Excerpts from a dataset
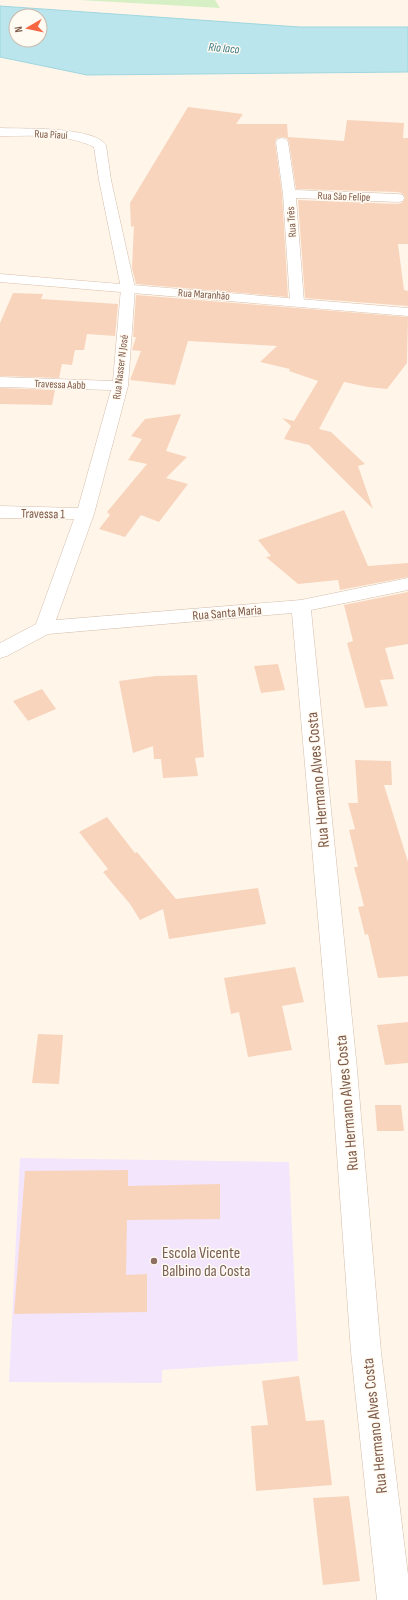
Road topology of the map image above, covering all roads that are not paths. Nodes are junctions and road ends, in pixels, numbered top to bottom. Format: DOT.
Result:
graph roads {
  1 [pos="0,132"];
  2 [pos="282,142"];
  3 [pos="100,145"];
  4 [pos="289,194"];
  5 [pos="398,198"];
  6 [pos="0,278"];
  7 [pos="128,288"];
  8 [pos="297,302"];
  9 [pos="408,312"];
  10 [pos="0,382"];
  11 [pos="120,386"];
  12 [pos="0,512"];
  13 [pos="85,514"];
  14 [pos="408,584"];
  15 [pos="301,606"];
  16 [pos="44,628"];
  17 [pos="0,651"];
  18 [pos="394,1600"];
  1 -- 3 [label="street, Rua Piauí"];
  2 -- 4 [label="street, Rua Três"];
  3 -- 7 [label="street, Rua Nasser N José"];
  4 -- 5 [label="street, Rua São Felipe"];
  4 -- 8 [label="street, Rua Três"];
  6 -- 7 [label="street, Rua Maranhão"];
  7 -- 8 [label="street, Rua Maranhão"];
  7 -- 11 [label="street, Rua Nasser N José"];
  8 -- 9 [label="street, Rua Maranhão"];
  10 -- 11 [label="street, Travessa Aabb"];
  11 -- 13 [label="street, Rua Nasser N José"];
  12 -- 13 [label="street, Travessa 1"];
  13 -- 16 [label="street, Rua Nasser N José"];
  14 -- 15 [label="street, Rua Santa Maria"];
  15 -- 16 [label="street, Rua Santa Maria"];
  15 -- 18 [label="street, Rua Hermano Alves Costa"];
  16 -- 17 [label="street"];
}
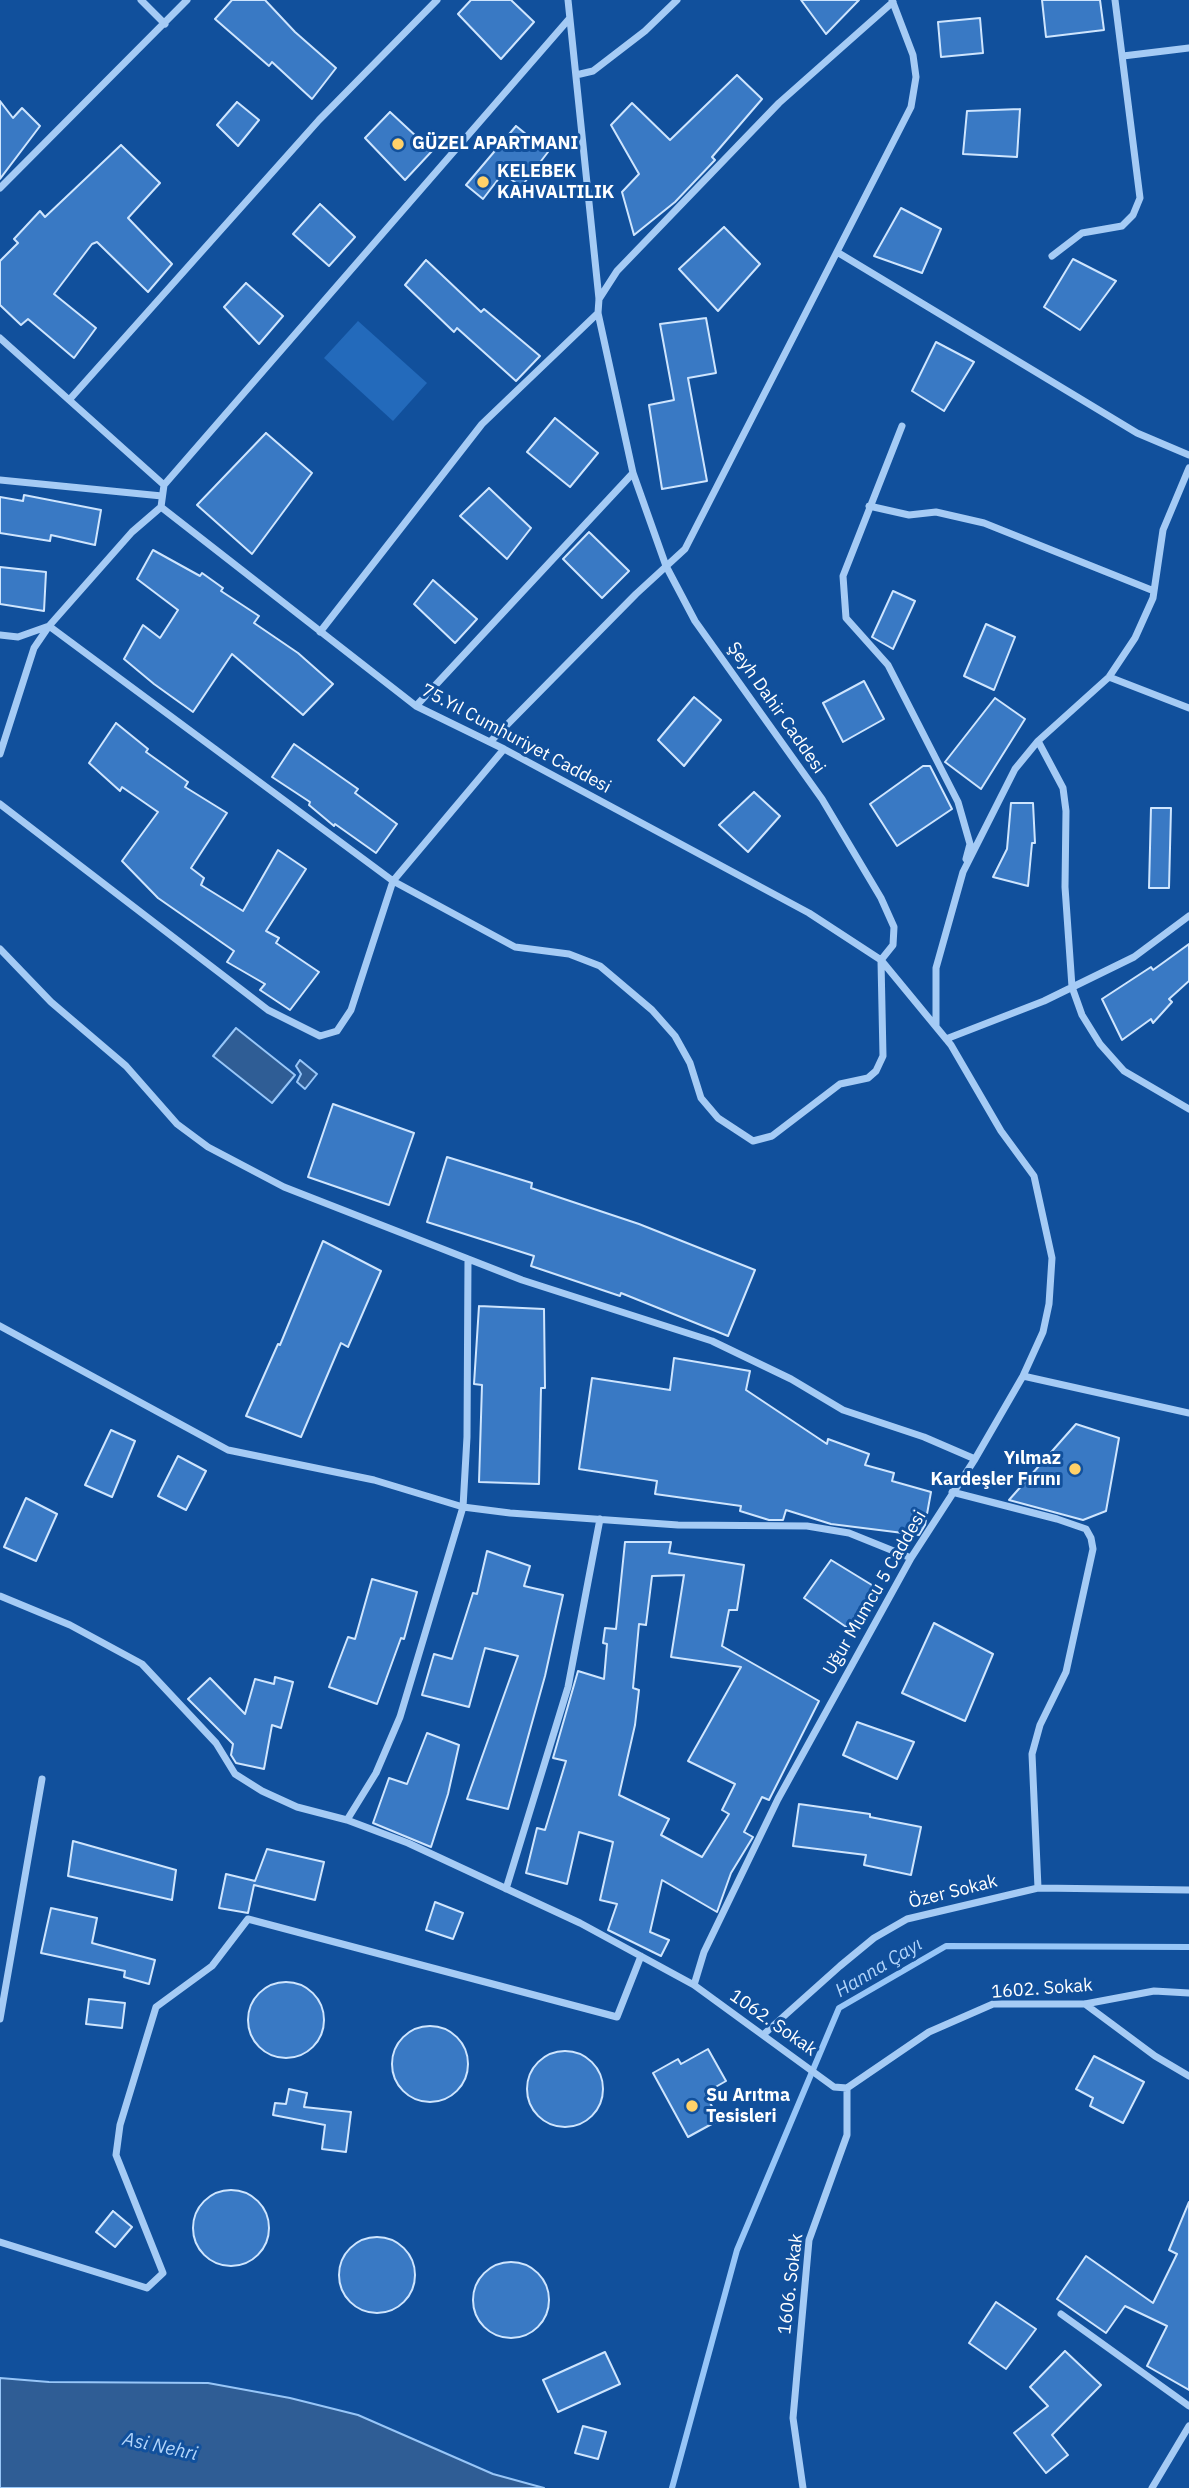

■ Task objective:
Transcribe each entry above exactly, apart from the pictures.

■ Answer box:
Road topology of the map image above, covering all roads that are not paths. Nodes are junctions and road ends, in pixels, numbered top to bottom. Format: DOT.
Result:
graph roads {
  1 [pos="0,132"];
  2 [pos="282,142"];
  3 [pos="100,145"];
  4 [pos="289,194"];
  5 [pos="398,198"];
  6 [pos="0,278"];
  7 [pos="128,288"];
  8 [pos="297,302"];
  9 [pos="408,312"];
  10 [pos="0,382"];
  11 [pos="120,386"];
  12 [pos="0,512"];
  13 [pos="85,514"];
  14 [pos="408,584"];
  15 [pos="301,606"];
  16 [pos="44,628"];
  17 [pos="0,651"];
  18 [pos="394,1600"];
  1 -- 3 [label="street, Rua Piauí"];
  2 -- 4 [label="street, Rua Três"];
  3 -- 7 [label="street, Rua Nasser N José"];
  4 -- 5 [label="street, Rua São Felipe"];
  4 -- 8 [label="street, Rua Três"];
  6 -- 7 [label="street, Rua Maranhão"];
  7 -- 8 [label="street, Rua Maranhão"];
  7 -- 11 [label="street, Rua Nasser N José"];
  8 -- 9 [label="street, Rua Maranhão"];
  10 -- 11 [label="street, Travessa Aabb"];
  11 -- 13 [label="street, Rua Nasser N José"];
  12 -- 13 [label="street, Travessa 1"];
  13 -- 16 [label="street, Rua Nasser N José"];
  14 -- 15 [label="street, Rua Santa Maria"];
  15 -- 16 [label="street, Rua Santa Maria"];
  15 -- 18 [label="street, Rua Hermano Alves Costa"];
  16 -- 17 [label="street"];
}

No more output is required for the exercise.